The fluorescence detection of the compounds was carried through a Hitachi F-4600 spectrophotometer (Hitachi Co. Ltd., Japan, https://www.hitachi.co.jp) equipped with a xenon lamp excitation source at room temperature. The excitation spectra were set at 495 nm and the emission spectra were collected from 480 nm to 600 nm. The fluorescence intensity at 519 nm was used to studied the optimal experimental parameters and evaluate the function of the designed sensing system. The intervals of the excitation and emission were both set at 5 nm. Excepted for special groups, the fluorescence measurements were repeated three times for each group and calculated the standard deviation. The quantitative determination of CRP was expressed by fluorescence intensity. F₁ and F₀ are the fluorescence intensities at 519 nm in the presence and absence of CRP, respectively.

3 Results and discussion

3.1 Detection mechanism

In present study, a fluorescence amplification method of sensitive CRP detection combined with aptamer-based CRP recognition strategy was developed. As shown in Fig. 1, strand P1, which can be nonspecifically bind with the partial sequence of aptamer to form the Ap/P1 complexes. In the presence of CRP, the aptamer is released to form the Ap/P1 complexes and then specifically binds with CRP to form the CRP/Ap complexes. In this process, P1 also dissociates from the Ap/P1 complexes. After the addition of the fluorescence labeled RNA, P1 can hybridize with the fluorescent labeled RNA to form P1/RNA double strand. The RNase H, which has ability to cut the RNA chain specifically in the DNA/RNA chains, but does not cut RNA itself and the phosphodiester bond in the single strand or double strand DNA. Therefore, after the addition of RNase H, the fluorescent labeled RNA in P1/RNA double strand was cut into short fragments of nucleotides, and P1 in the P1/RNA double strand was released and repeat this cycle. At the same time, GO, which has fluorescence quenching ability and can strongly adsorb single-stranded nucleic acids. It does not bind with double-stranded nucleic acid, and the affinity of long-chain DNA to GO is better than that of short chains. Thus, P1 adsorbed onto the surface of GO via π-stacking. The short fragments of fluorescent labeled RNA cannot adsorb to the GO, and thus produce the fluorescent signal. Therefore, the strong fluorescence intensity verifies the existence of CRP.

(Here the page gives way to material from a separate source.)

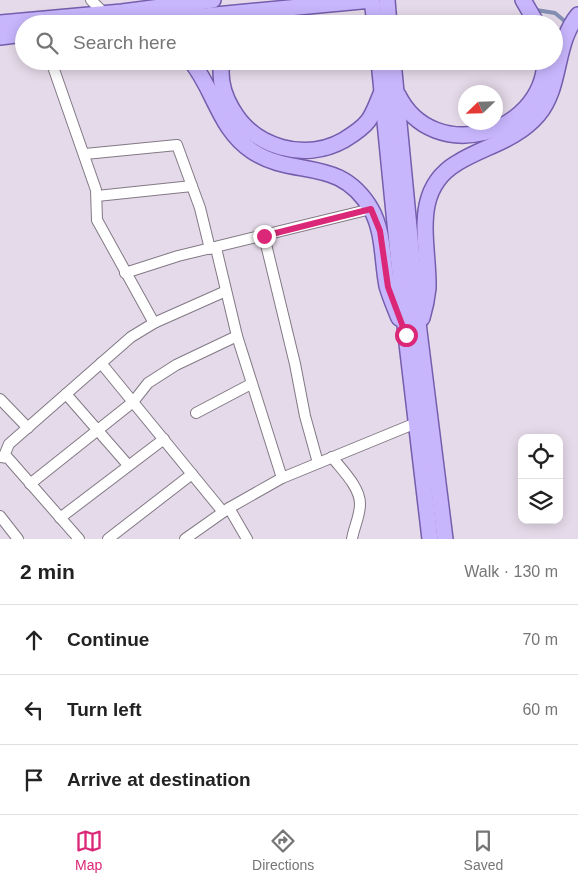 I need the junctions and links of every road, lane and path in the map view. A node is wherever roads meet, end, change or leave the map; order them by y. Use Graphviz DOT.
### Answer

Fig. 1 Schematic illustration of the GO-based fluorescent aptasensor assay for the detection of CRP based on RNase H target recycling signal amplification (GO: graphene oxide; P1: DNA chain; FAM: 5-carboxy-fluorescein).

On the contrary, in the absence of CRP, the Ap/P1 complexes cannot be cut by RNase H, the fluorescent labeled RNA cannot hybridize with P1 to form double strands and thus it can be adsorbed by GO, resulting in a quenched fluorescence.

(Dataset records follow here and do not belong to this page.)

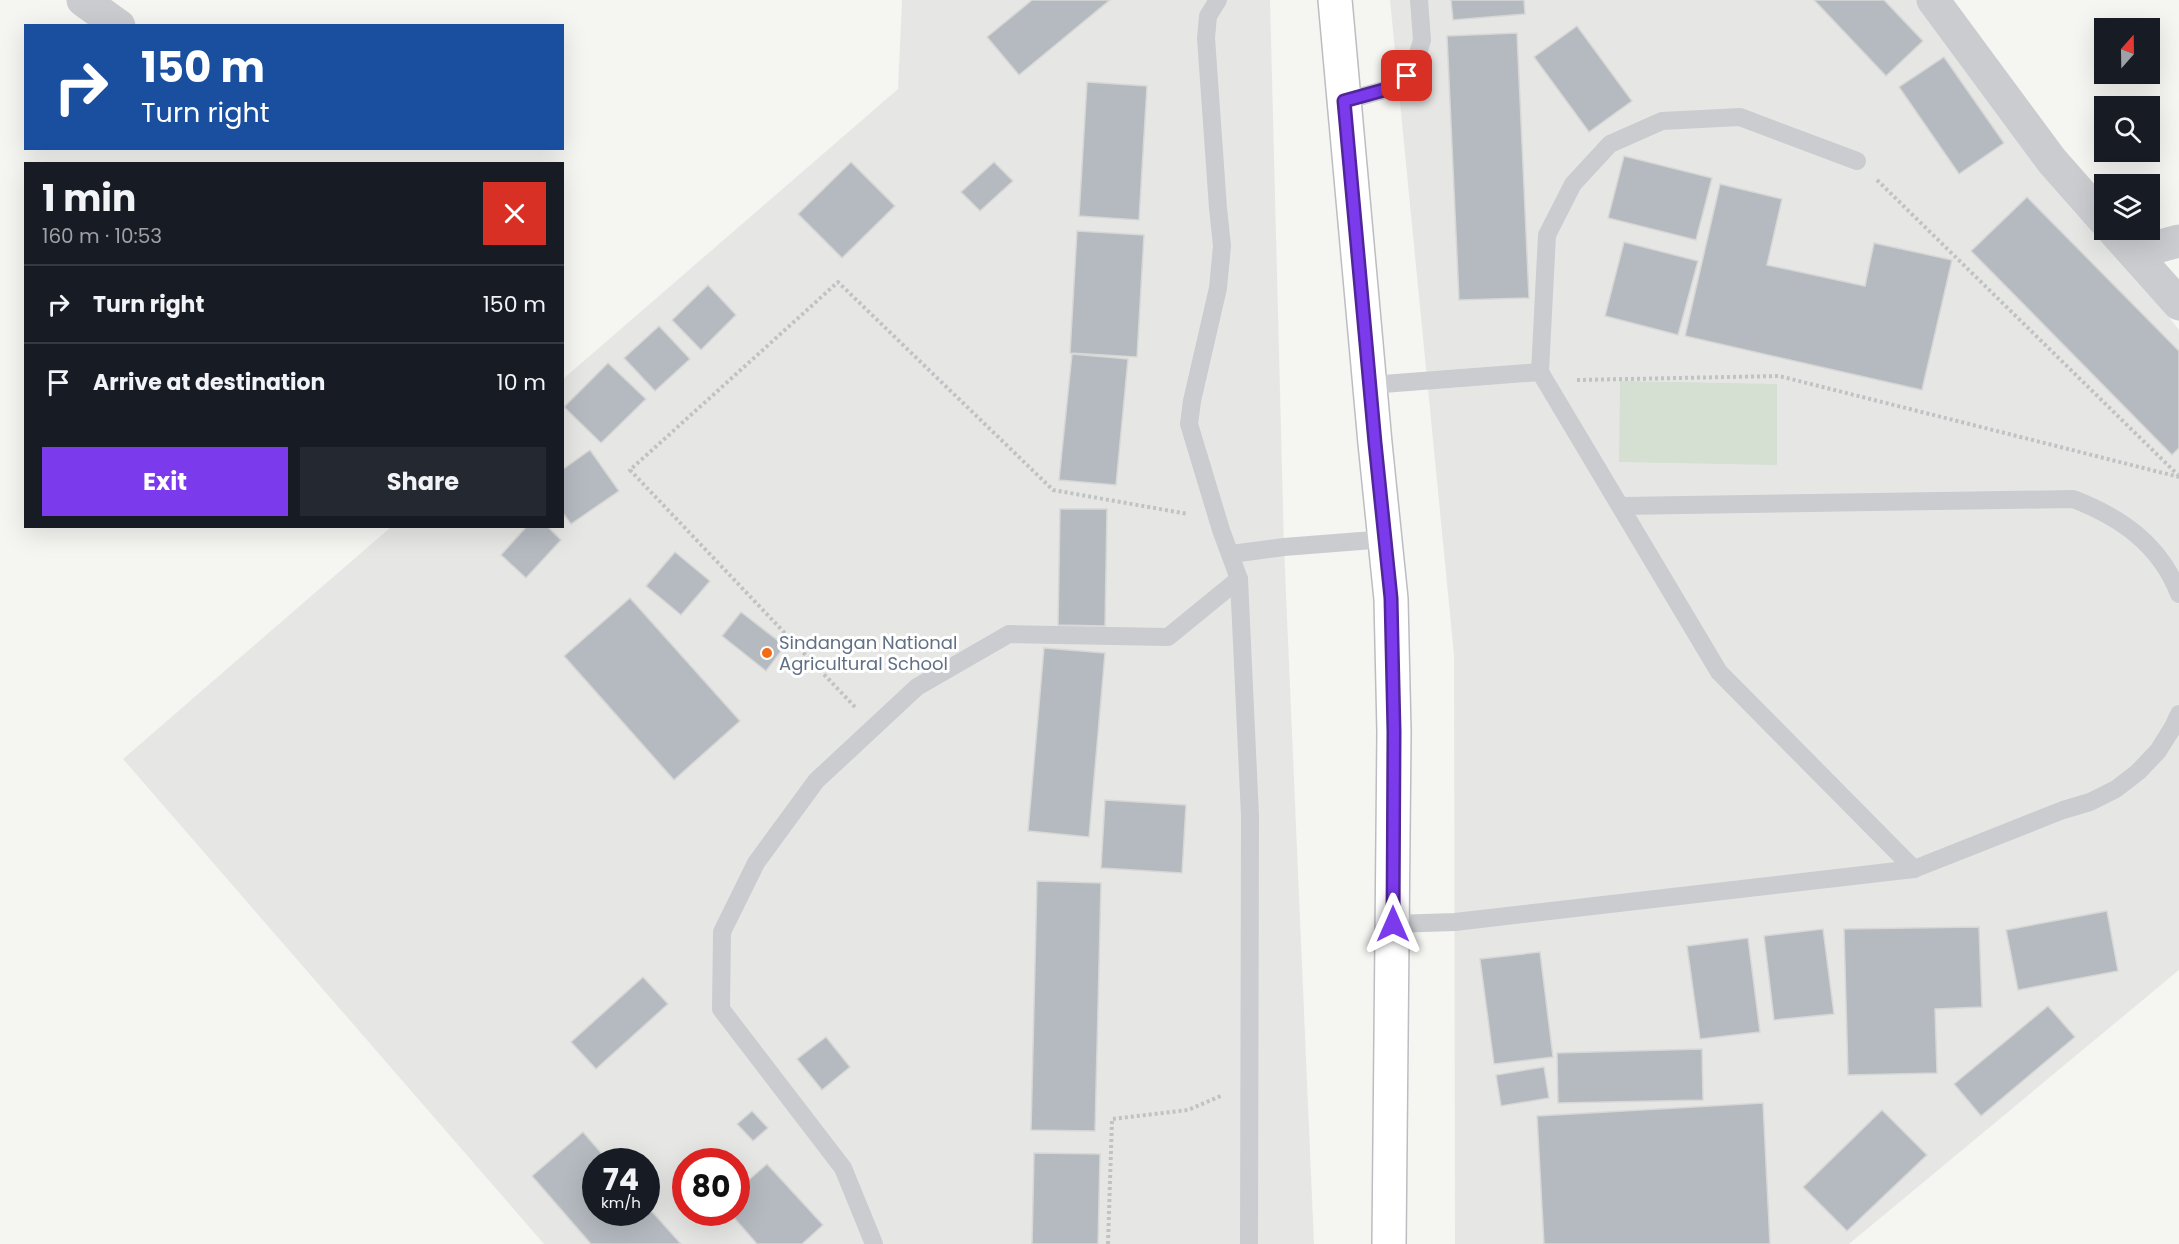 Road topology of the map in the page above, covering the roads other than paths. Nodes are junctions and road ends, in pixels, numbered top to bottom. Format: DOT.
graph roads {
  1 [pos="83,0"];
  2 [pos="1218,0"];
  3 [pos="1335,0"];
  4 [pos="1419,0"];
  5 [pos="1933,0"];
  6 [pos="116,24"];
  7 [pos="1344,101"];
  8 [pos="1857,161"];
  9 [pos="2094,209"];
  10 [pos="2124,241"];
  11 [pos="2179,241"];
  12 [pos="2179,304"];
  13 [pos="1543,376"];
  14 [pos="1370,385"];
  15 [pos="1621,506"];
  16 [pos="1386,539"];
  17 [pos="1231,554"];
  18 [pos="1239,579"];
  19 [pos="2179,594"];
  20 [pos="2179,714"];
  21 [pos="1914,869"];
  22 [pos="1393,924"];
  23 [pos="874,1244"];
  24 [pos="1249,1244"];
  25 [pos="1389,1244"];
  1 -- 6 [label="street"];
  2 -- 17 [label="lane"];
  3 -- 7 [label="highway"];
  4 -- 7 [label="lane"];
  5 -- 9 [label="street"];
  7 -- 14 [label="highway"];
  8 -- 13 [label="lane"];
  10 -- 11 [label="street"];
  10 -- 12 [label="street"];
  13 -- 14 [label="lane"];
  13 -- 15 [label="lane"];
  14 -- 16 [label="highway"];
  15 -- 19 [label="lane"];
  15 -- 21 [label="lane"];
  16 -- 17 [label="lane"];
  16 -- 22 [label="highway"];
  17 -- 18 [label="lane"];
  18 -- 23 [label="lane"];
  18 -- 24 [label="lane"];
  20 -- 21 [label="lane"];
  21 -- 22 [label="lane"];
  22 -- 25 [label="highway"];
}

3.2 Feasibility analysis of the developed method for CRP detection

To further verify the feasibility of the fluorescence signal amplification strategy, fluorescence measurements were performed to record the fluorescence emission spectra of different mixtures. As shown in Fig. 2, the fluorescence intensity of fluorescent labeled RNA (curve a) is relatively strong. After adding the Ap/P1 (curve d) or RNase H (curve c), the fluorescence intensity was relatively weak in the presence of GO. Because the fluorescent labeled RNA does not react with Ap/P1 or RNase H under this condition, fluorescent labeled RNA adsorbed on the surface of GO and the fluorescence was quenched by GO. After adding the CRP in the mixture solution of RNA, RNase H and P1/Ap in the presence of GO (curve b), the CRP react with Ap to form the CRP/Ap complexes. And the RNase H cut the RNA chain specifically in the P1/RNA chains to form the short fragments of nucleotides, which cannot adsorb on the surface of GO and thus produce the fluorescent signal. These results confirm the feasibility of the proposed fluorescence biosensor for CRP detection by this design.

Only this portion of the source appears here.